It is not uncommon for a buyer of real estate to be caught off guard by property taxes in the year after the buyer buys their Florida home. The reason is because property taxes are paid at the end of the year in Florida making the property tax bill unknown for most of the year when the property is purchased. Because the property tax is unknown, the prior year’s tax bill is used to calculate the taxes at closing. If the property is the seller’s homestead, then the seller’s property tax bill is lower because homestead causes up to $50,000 worth of a property’s taxable value to be exempt from taxes and the annual increase of the assessment of the property for tax purposes is limited to 3% per year under the Save Our Homes Assessment Limitation. If the seller owned the property for many years and it is the seller’s homestead, the property taxes are likely significantly reduced. The seller’s reduced property tax bill would be used to calculate property taxes for closing. The property tax calculation at closing might give buyers a false impression of the actual property tax amount.
After you buy homesteaded property, on the following January 1, after ownership changes to you, the homestead exemption and Save Our Homes Assessment Limitation will have expired on the property since the prior owner no longer owns the property. If you are a first-time homebuyer in Florida or you never homesteaded a Florida property, then you will have no assessment limitation to transfer to the property from a prior homestead and the assessed value of the property will be used to calculate your property taxes in the first full year of your ownership of the property. This can cause your property taxes to increase significantly from the year you bought the property to the first year you own the property.
As an example, lets say you buy a property in 2023 in Hollywood, Florida, for $800,000, which is also the just value of the property. The property is the prior owner’s homestead in 2023 and has been the owner’s homestead for many years. The owner purchased the property in the 1980s for $130,000. Since the property was the prior owner’s homestead for many years, Save Our Homes limited the tax assessment significantly so the property is only being assessed at $200,000. The 2023 tax bill is only about $3,400. You bought the property at the end of 2023 and the taxes paid reflect the 2023 tax bill amount. On January 1, 2024, a new tax year starts and it will be used to calculate your property tax. The property taxes will be reassessed using the $800,000 just value amount. In November 2024, the 2024 tax bill will be released and you will find a much higher tax bill, over $16,000 in our example.

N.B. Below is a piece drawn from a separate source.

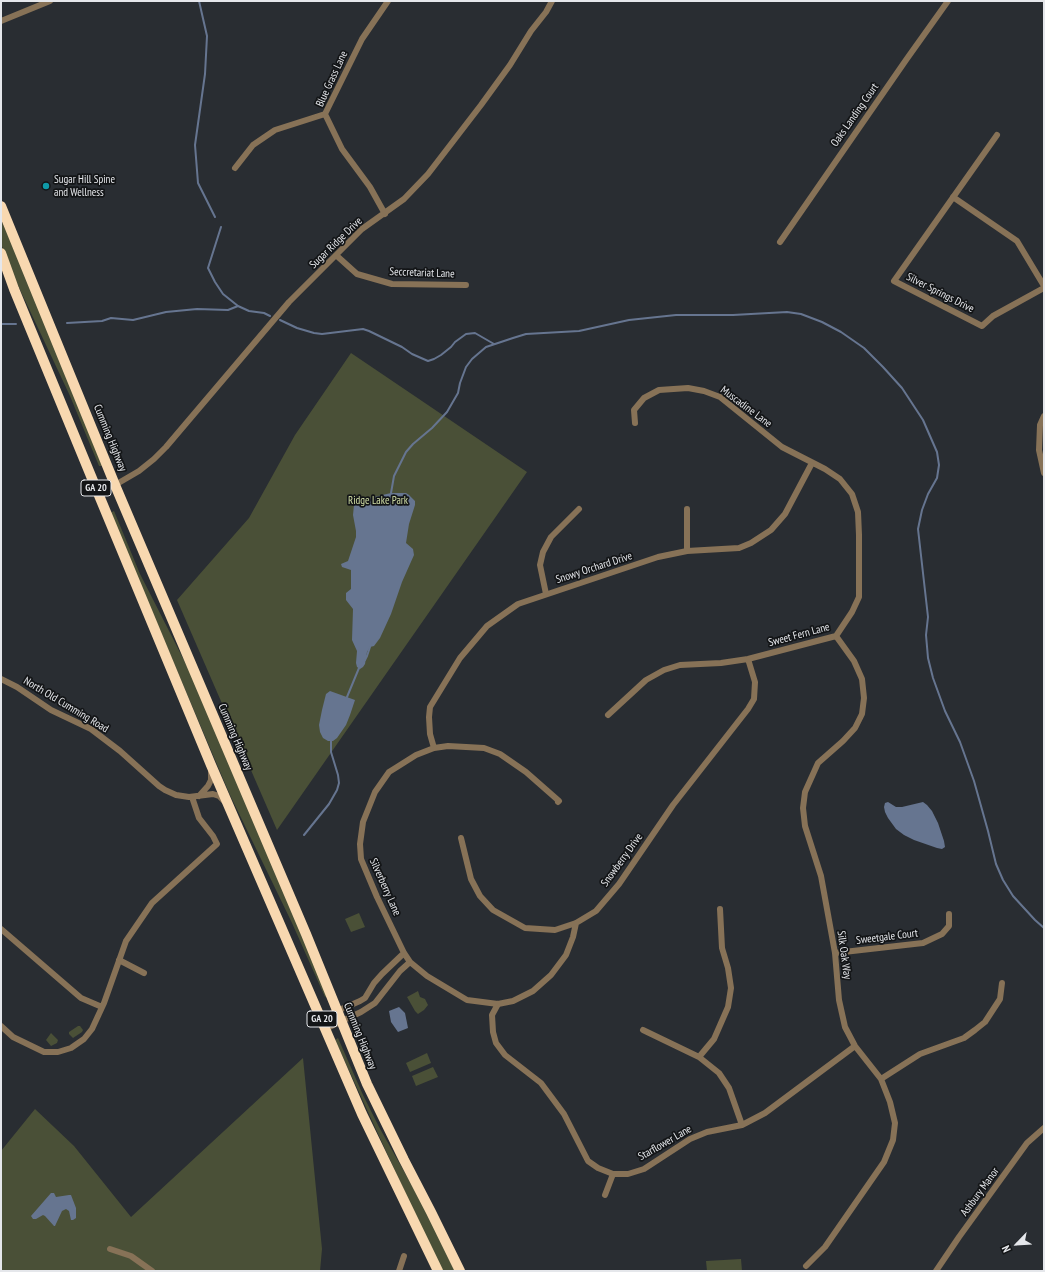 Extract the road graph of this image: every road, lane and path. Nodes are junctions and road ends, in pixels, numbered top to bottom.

The equation to calculate property taxes is as follows:
Just/Market Value limited by the Save Our Homes Cap or 10% Cap = Assessed Value
Assessed Value – Exemptions = Taxable Value
Taxable Value x Millage Rate / 1,000 = Gross taxes
In our example, our taxable value is $800,000. We have no exemptions or Save Our Homes reductions. The millage rate in Hollywood Florida in 2022 is 20.7752.
800,000 (taxable value) x 20.7752 (Millage rate) / 1,000 = $16,620.16
As can be seen by the example, the property tax is expected to go up significantly. From a 2023 property tax year of about $3,400 to a 2024 property tax year of $16,620.16. Make sure to consider how homestead can affect property taxes when buying real estate.